The rest of the evening was an illustration of the collaborative “launch-pad of what we’re going to experience for years to come” in the city, she said, pledging to repeat and amplify the event in future years.
UNF’s Szymanski, who’s been quietly working with the city and Holland in particular for almost two years, saw connections between his university’s planned “MedNex” initiative–developing Jacksonville and Palm Coast as entrepreneurial hubs of medical-field education–and the hackathon, “and that is, how can you think about solving problems, taking on the challenges, thinking about technology, and how can you take med tech and advance different fields.” His presence at the hackathon kick-off signaled the premium he was placing on the city–“to make Palm Coast the real success story in Florida,” he said. “We’re going to adopt it as our second city. But it is a phenomenal place and it has so much potential.” He thanked the hackers–”everyone in this room is a difference-maker–as the transformers of society and health care.
“Here,” said Tim Hale, co-owner of Coastal Cloud, the tech startup that in a few years grew to 200 employees, “we’ve got leaders from every facet of our lives, it’s the combination of those skills, the public-partnerships, educational aspect, the health care aspect, the city, it’s just hard to make that happen anywhere, and I think we’re a special place, we’re a small enough community to actually make it happen.”

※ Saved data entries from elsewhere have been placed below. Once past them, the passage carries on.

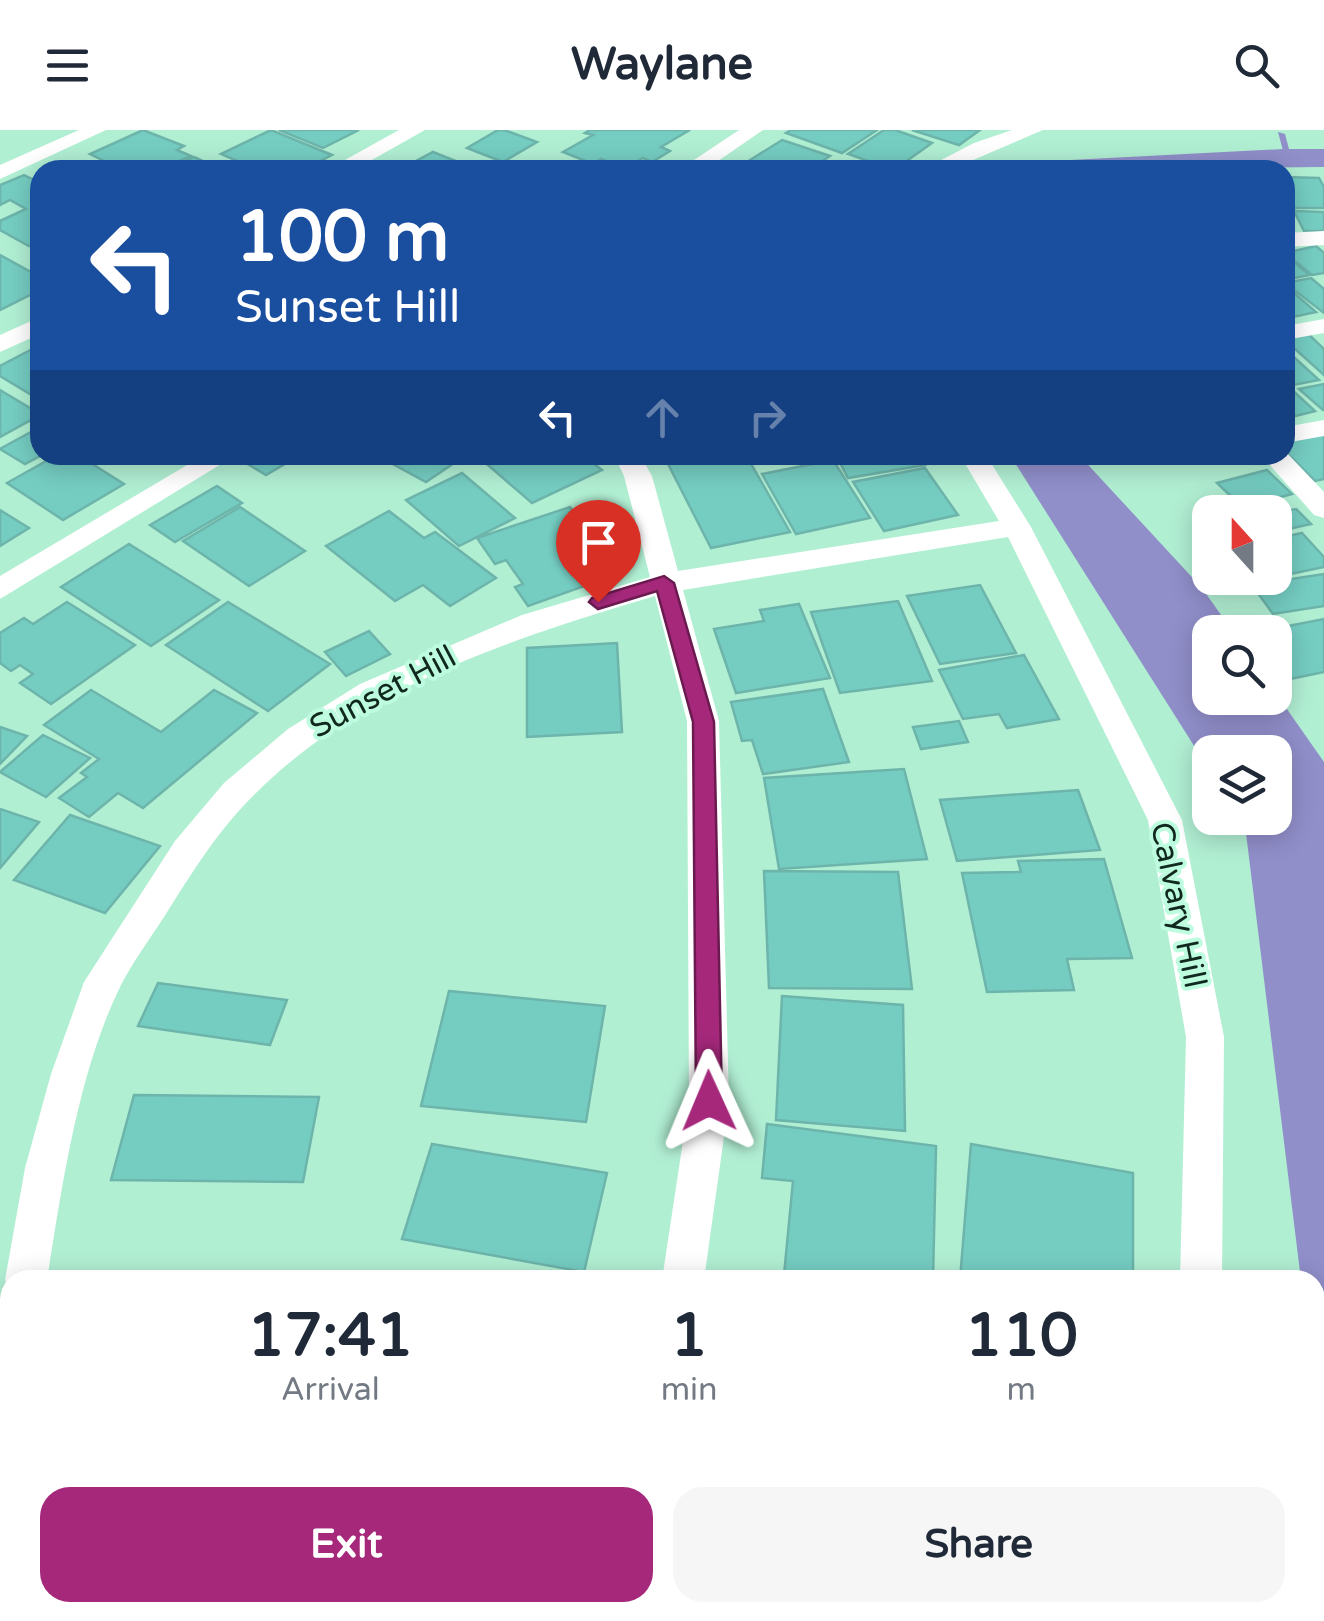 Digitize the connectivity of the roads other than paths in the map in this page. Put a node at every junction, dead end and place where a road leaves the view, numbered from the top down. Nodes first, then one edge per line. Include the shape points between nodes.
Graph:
1 (96, 130) edge
2 (415, 130) edge
3 (753, 130) edge
4 (1033, 130) edge
5 (39, 156) junction
6 (30, 160) edge
7 (30, 160) edge
8 (47, 160) edge
9 (357, 160) edge
10 (706, 160) edge
11 (954, 160) edge
12 (0, 174) edge
13 (1324, 238) edge
14 (1295, 239) edge
15 (1324, 326) edge
16 (30, 329) edge
17 (1295, 331) edge
18 (0, 345) edge
19 (1324, 428) edge
20 (1295, 433) edge
21 (206, 465) edge
22 (632, 465) edge
23 (979, 465) edge
24 (1283, 465) edge
25 (1324, 509) edge
26 (1017, 527) junction
27 (664, 583) junction
28 (0, 589) edge
29 (28, 1270) edge
30 (684, 1270) edge
31 (1202, 1270) edge

1 - 5 street
2 - 9 street
3 - 10 street
4 - 11 street
5 - 6 street
5 - 8 street
7 - 12 street
13 - 14 street
15 - 17 street
16 - 18 street
19 - 20 street
21 - 28 street
22 - 27 street
23 - 26 street, Calvary Hill
24 - 25 street
26 - 27 street, Sunset Hill
26 - 31 street, Calvary Hill via 1165,820 1204,1036
27 - 29 street, Sunset Hill via 532,622 370,692 325,717 236,792 188,851 103,982 45,1168
27 - 30 street via 703,722 709,1101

The partnership has also drawn heavily on the Flagler County school system. Lynette Shott, the district’s director of community engagement, noted the district’s first-in-the-state commitment to placing a laptop or tablet in the hands of each student as an echo of the city’s latest innovations: “Where leadership is fearless and bold to remove barriers and sometimes move mountains,” she said, “to guide the organization into a future that is meaningful and powerful, that is an innovative culture, not an innovative initiative, and there is a huge difference between the two.”
Shott and the district would 24 hours later have plenty to applaud in the Hackathon’s Team Palm Coast–Flagler Palm Coast High School student Gavin Moreton and Daytona State College student Matthew Torres–who took third place, and $2,000.
“This is what we’re trying to build,” an exhausted Kewley said Friday, “a tech-oriented community, and we’re trying to bring start-ups to this community and trying to grow this community in a smart way, and so that we attract the kind of clean businesses and medical tech.” Kewley, Morton and city staff had Monday to return City Hall to its more prosaic uses, in time for their sum-up to the city council Tuesday morning.